Interim Sheriff Rodney Smith said the sheriff’s office owes “in the area of $20,000” to Vance’s Law Enforcement, a Columbus company that sells ammunition and other equipment to agencies.

“We’re trying to get the auditor more information (about the bill),” Smith said. “We’re working to get this cleared up.”

A spokesman for Vance’s confirmed that the sheriff’s office has an outstanding balance with the company and that the company is working with the department to pay the debt, but would not comment on exactly how much is owed.

The bill was brought to light after an item regarding ammunition was tabled at a recent Athens County Commissioners’ meeting. The commissioners received a letter from Matthew B. Baker, an attorney out of Westerville, in which he said he was owed ammunition he had paid for in an agreement with now-suspended Athens County Sheriff Patrick Kelly.

Baker was the attorney for Kelly in his official capacity as sheriff during the lawsuit filed by now-reinstated Deputy Shannon Sheridan.

Baker wrote in the letter that he had “reached an agreement” with Kelly to purchase “a quantity of ammunition from the Athens County Sheriff’s Academy.”

The attorney said he sent Kelly a check on April 10, 2013, for full payment of the ordered ammunition, but by October he had only received part of his order.

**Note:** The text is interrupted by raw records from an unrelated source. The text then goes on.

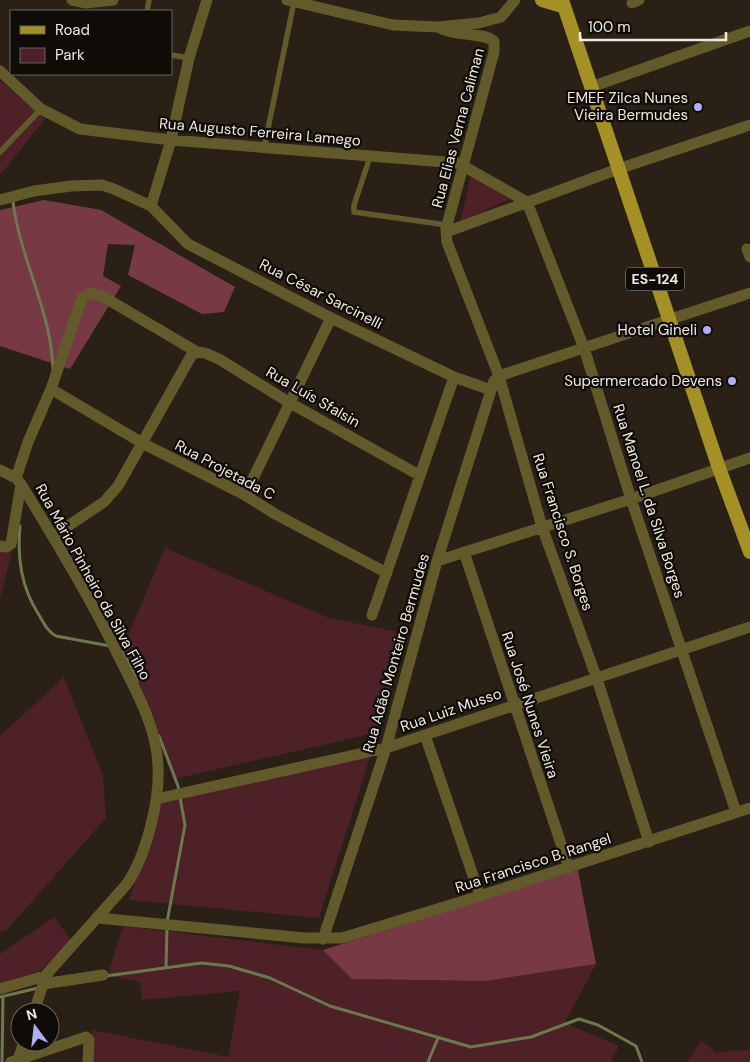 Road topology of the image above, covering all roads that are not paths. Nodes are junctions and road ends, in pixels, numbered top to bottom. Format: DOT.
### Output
graph roads {
  1 [pos="72,0"];
  2 [pos="113,0"];
  3 [pos="207,0"];
  4 [pos="514,0"];
  5 [pos="542,0"];
  6 [pos="290,1"];
  7 [pos="562,3"];
  8 [pos="438,27"];
  9 [pos="750,31"];
  10 [pos="172,55"];
  11 [pos="189,58"];
  12 [pos="0,70"];
  13 [pos="591,87"];
  14 [pos="41,109"];
  15 [pos="750,125"];
  16 [pos="172,140"];
  17 [pos="264,148"];
  18 [pos="0,152"];
  19 [pos="370,157"];
  20 [pos="463,164"];
  21 [pos="618,169"];
  22 [pos="0,200"];
  23 [pos="527,202"];
  24 [pos="151,206"];
  25 [pos="446,229"];
  26 [pos="750,293"];
  27 [pos="331,318"];
  28 [pos="669,320"];
  29 [pos="584,348"];
  30 [pos="194,354"];
  31 [pos="499,376"];
  32 [pos="454,377"];
  33 [pos="52,389"];
  34 [pos="491,390"];
  35 [pos="290,403"];
  36 [pos="144,444"];
  37 [pos="750,458"];
  38 [pos="719,468"];
  39 [pos="0,470"];
  40 [pos="419,475"];
  41 [pos="19,481"];
  42 [pos="245,495"];
  43 [pos="631,499"];
  44 [pos="542,527"];
  45 [pos="53,536"];
  46 [pos="6,545"];
  47 [pos="464,552"];
  48 [pos="750,552"];
  49 [pos="437,561"];
  50 [pos="387,573"];
  51 [pos="372,615"];
  52 [pos="750,627"];
  53 [pos="682,650"];
  54 [pos="598,679"];
  55 [pos="513,705"];
  56 [pos="425,734"];
  57 [pos="386,748"];
  58 [pos="156,799"];
  59 [pos="750,808"];
  60 [pos="736,812"];
  61 [pos="649,842"];
  62 [pos="569,868"];
  63 [pos="480,896"];
  64 [pos="98,918"];
  65 [pos="323,939"];
  66 [pos="103,975"];
  67 [pos="44,980"];
  68 [pos="0,989"];
  69 [pos="37,1002"];
  70 [pos="15,1061"];
  71 [pos="88,1062"];
  1 -- 2 [label="street"];
  3 -- 11 [label="street"];
  4 -- 8 [label="street"];
  5 -- 7 [label="main road, ES-124"];
  6 -- 8 [label="street"];
  6 -- 17 [label="lane"];
  7 -- 13 [label="main road, ES-124"];
  8 -- 20 [label="street, Rua Elias Verna Caliman"];
  9 -- 13 [label="street"];
  10 -- 11 [label="lane"];
  11 -- 16 [label="street"];
  12 -- 14 [label="street, Rua Augusto Ferreira Lamego"];
  13 -- 21 [label="main road, ES-124"];
  14 -- 16 [label="street, Rua Augusto Ferreira Lamego"];
  14 -- 18 [label="lane"];
  15 -- 21 [label="street"];
  16 -- 17 [label="street, Rua Augusto Ferreira Lamego"];
  16 -- 24 [label="street"];
  17 -- 19 [label="street, Rua Augusto Ferreira Lamego"];
  19 -- 20 [label="street, Rua Augusto Ferreira Lamego"];
  19 -- 25 [label="lane"];
  20 -- 23 [label="street, Rua Augusto Ferreira Lamego"];
  20 -- 25 [label="street, Rua Elias Verna Caliman"];
  21 -- 23 [label="street"];
  21 -- 28 [label="main road, ES-124"];
  22 -- 24 [label="street"];
  23 -- 25 [label="street"];
  23 -- 29 [label="street, Rua Manoel L. da Silva Borges"];
  24 -- 27 [label="street, Rua César Sarcinelli"];
  25 -- 31 [label="street, Rua Francisco S. Borges"];
  26 -- 28 [label="street"];
  27 -- 32 [label="street, Rua César Sarcinelli"];
  27 -- 35 [label="street"];
  28 -- 29 [label="street"];
  28 -- 38 [label="main road, ES-124"];
  29 -- 31 [label="street"];
  29 -- 43 [label="street, Rua Manoel L. da Silva Borges"];
  30 -- 33 [label="street, Rua Luís Sfalsin"];
  30 -- 35 [label="street, Rua Luís Sfalsin"];
  30 -- 36 [label="street"];
  31 -- 34 [label="street, Rua Adão Monteiro Bermudes"];
  31 -- 44 [label="street, Rua Francisco S. Borges"];
  32 -- 34 [label="street, Rua César Sarcinelli"];
  32 -- 40 [label="street, Rua Adão Monteiro Bermudes"];
  33 -- 36 [label="street, Rua Projetada C"];
  33 -- 41 [label="street"];
  34 -- 49 [label="street, Rua Adão Monteiro Bermudes"];
  35 -- 40 [label="street, Rua Luís Sfalsin"];
  35 -- 42 [label="street"];
  36 -- 42 [label="street, Rua Projetada C"];
  36 -- 45 [label="street"];
  37 -- 38 [label="street"];
  38 -- 43 [label="street"];
  38 -- 48 [label="main road, ES-124"];
  39 -- 41 [label="street"];
  40 -- 50 [label="street, Rua Adão Monteiro Bermudes"];
  41 -- 45 [label="street, Rua Mário Pinheiro da Silva Filho"];
  41 -- 46 [label="street"];
  42 -- 50 [label="street, Rua Projetada C"];
  43 -- 44 [label="street"];
  43 -- 53 [label="street, Rua Manoel L. da Silva Borges"];
  44 -- 47 [label="street"];
  44 -- 54 [label="street, Rua Francisco S. Borges"];
  45 -- 58 [label="street, Rua Mário Pinheiro da Silva Filho"];
  47 -- 49 [label="street"];
  47 -- 55 [label="street, Rua José Nunes Vieira"];
  49 -- 57 [label="street, Rua Adão Monteiro Bermudes"];
  50 -- 51 [label="street, Rua Adão Monteiro Bermudes"];
  52 -- 53 [label="street, Rua Luiz Musso"];
  53 -- 54 [label="street, Rua Luiz Musso"];
  53 -- 60 [label="street, Rua Manoel L. da Silva Borges"];
  54 -- 55 [label="street, Rua Luiz Musso"];
  54 -- 61 [label="street, Rua Francisco S. Borges"];
  55 -- 56 [label="street, Rua Luiz Musso"];
  55 -- 62 [label="street, Rua José Nunes Vieira"];
  56 -- 57 [label="street, Rua Luiz Musso"];
  56 -- 63 [label="street"];
  57 -- 58 [label="street, Rua Luiz Musso"];
  57 -- 65 [label="street, Rua Adão Monteiro Bermudes"];
  58 -- 64 [label="street, Rua Mário Pinheiro da Silva Filho"];
  59 -- 60 [label="street, Rua Francisco B. Rangel"];
  60 -- 61 [label="street, Rua Francisco B. Rangel"];
  61 -- 62 [label="street, Rua Francisco B. Rangel"];
  62 -- 63 [label="street, Rua Francisco B. Rangel"];
  63 -- 65 [label="street, Rua Francisco B. Rangel"];
  64 -- 65 [label="street, Rua Francisco B. Rangel"];
  64 -- 67 [label="street, Rua Mário Pinheiro da Silva Filho"];
  66 -- 67 [label="street"];
  67 -- 68 [label="street"];
  67 -- 69 [label="street"];
  70 -- 71 [label="street"];
} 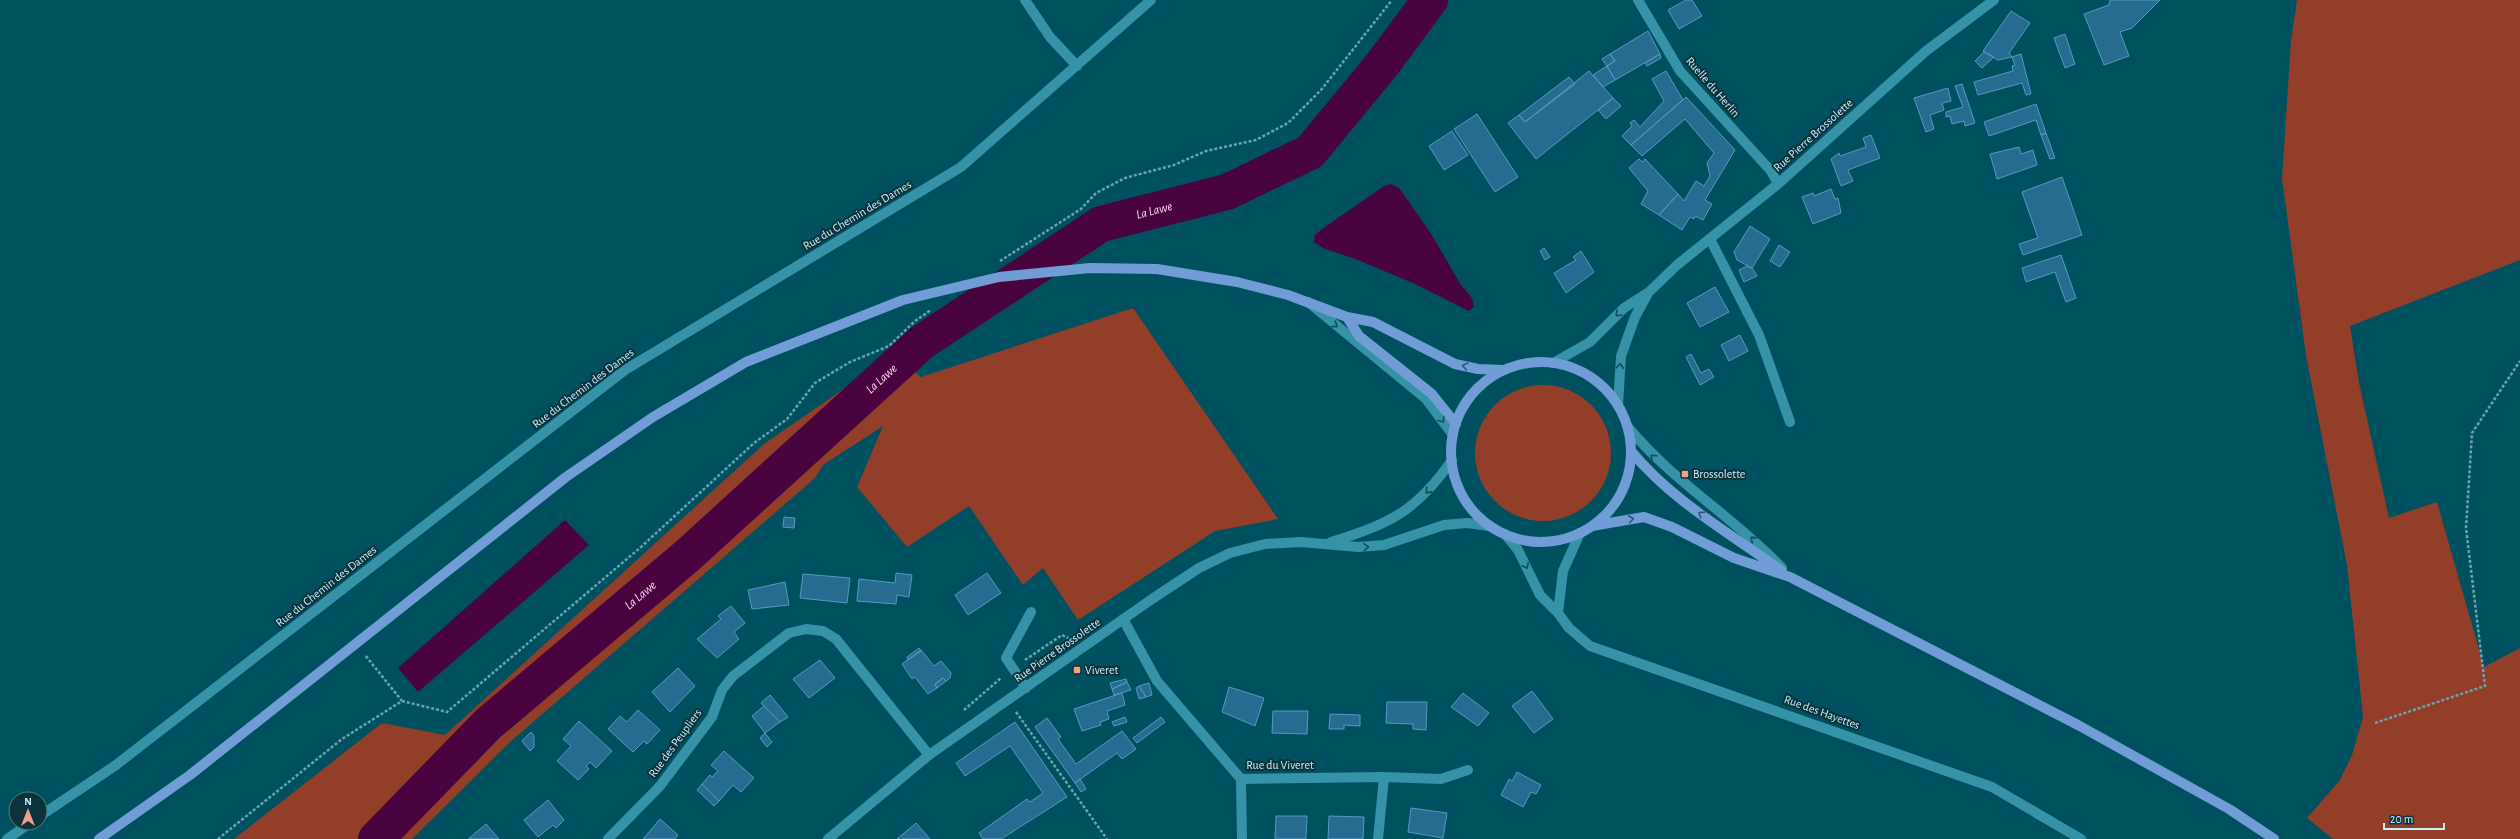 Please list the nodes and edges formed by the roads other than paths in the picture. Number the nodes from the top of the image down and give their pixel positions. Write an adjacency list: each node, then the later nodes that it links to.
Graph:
1 (1025, 0): 5 (street)
2 (1151, 0): 5 (street, Rue du Chemin des Dames)
3 (1638, 0): 6 (street, Ruelle du Herlin)
4 (1994, 0): 6 (street, Rue Pierre Brossolette)
5 (1077, 66): 34 (street, Rue du Chemin des Dames)
6 (1778, 184): 7 (street, Rue Pierre Brossolette)
7 (1710, 238): 8 (street, Rue Pierre Brossolette); 14 (street)
8 (1649, 292): 11 (street, Rue Pierre Brossolette, one-way to 11); 13 (street, Rue Pierre Brossolette, one-way to 8)
9 (1305, 300): 10 (main road); 17 (street, one-way to 17); 37 (main road)
10 (1347, 317): 12 (main road, one-way to 10); 15 (main road)
11 (1553, 363): 12 (main road); 13 (main road)
12 (1504, 370): 15 (main road)
13 (1618, 405): 16 (main road)
14 (1790, 422)
15 (1456, 424): 17 (main road)
16 (1628, 427): 18 (main road); 25 (street, one-way to 16)
17 (1453, 435): 19 (main road)
18 (1632, 451): 21 (main road); 25 (main road, one-way to 18)
19 (1452, 460): 20 (main road); 24 (street, Rue Pierre Brossolette, one-way to 24)
20 (1490, 526): 23 (main road); 24 (street, Rue Pierre Brossolette, one-way to 20)
21 (1592, 526): 22 (main road); 25 (main road, one-way to 25)
22 (1580, 533): 23 (main road); 27 (street)
23 (1505, 534): 27 (street, Rue des Hayettes, one-way to 27)
24 (1327, 543): 28 (street, Rue Pierre Brossolette)
25 (1790, 577): 43 (main road)
26 (1031, 612): 29 (street)
27 (1558, 613): 42 (street, Rue des Hayettes)
28 (1122, 619): 29 (street, Rue Pierre Brossolette); 33 (street, Rue du Viveret)
29 (1026, 688): 30 (street, Rue Pierre Brossolette)
30 (929, 755): 38 (street, Rue des Peupliers); 39 (street, Rue Pierre Brossolette)
31 (1468, 770): 32 (street, Rue du Viveret)
32 (1384, 777): 33 (street, Rue du Viveret); 41 (street)
33 (1242, 779): 40 (street)
34 (48, 811)
35 (18, 831): 36 (street)
36 (7, 839)
37 (99, 839)
38 (608, 839)
39 (828, 839)
40 (1242, 839)
41 (1378, 839)
42 (2081, 839)
43 (2274, 839)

“It is my understanding that the remainder of the ammunition will not be distributed and consequently I am seeking a refund for the undelivered ammunition,” Baker wrote.

Attached to the letter was a copy of a check for $1,200 from Baker’s “Lawyers Trust Account.” An affidavit explaining the agreement was also included, stating Baker ordered seven cases of various ammunition.

Commissioner Lenny Eliason said discussion of the letter was tabled until County Auditor Jill Thompson can complete her research on the outstanding bills.

Thompson and her office are working to verify how much is owed and that county money was spent properly, she told The Messenger.

“We’re not going to pay a bill until I know that it was a proper expenditure made through the proper channels,” Thompson said.

Eliason said the expenditures were a “Sheriff Kelly problem,” but said the investigation into the outstanding money is independent of Kelly’s criminal case.

Kelly is facing 23 felony counts and two misdemeanor charges related to theft in office, money laundering and engaging in a pattern of corrupt activity, among other charges. He is scheduled to face a jury trial in September.

None of those charges specifically relate to missing ammunition or money owed to an ammunition company.

When asked if the ammunition spending was investigated as part of the criminal case, spokesperson Dan Tierney of the Ohio Attorney General’s Office declined to comment. He said a gag order issued by Judge Patricia Cosgrove banned parties involved in the criminal case against Kelly to comment to the media about “anything that could be connected to the criminal case.”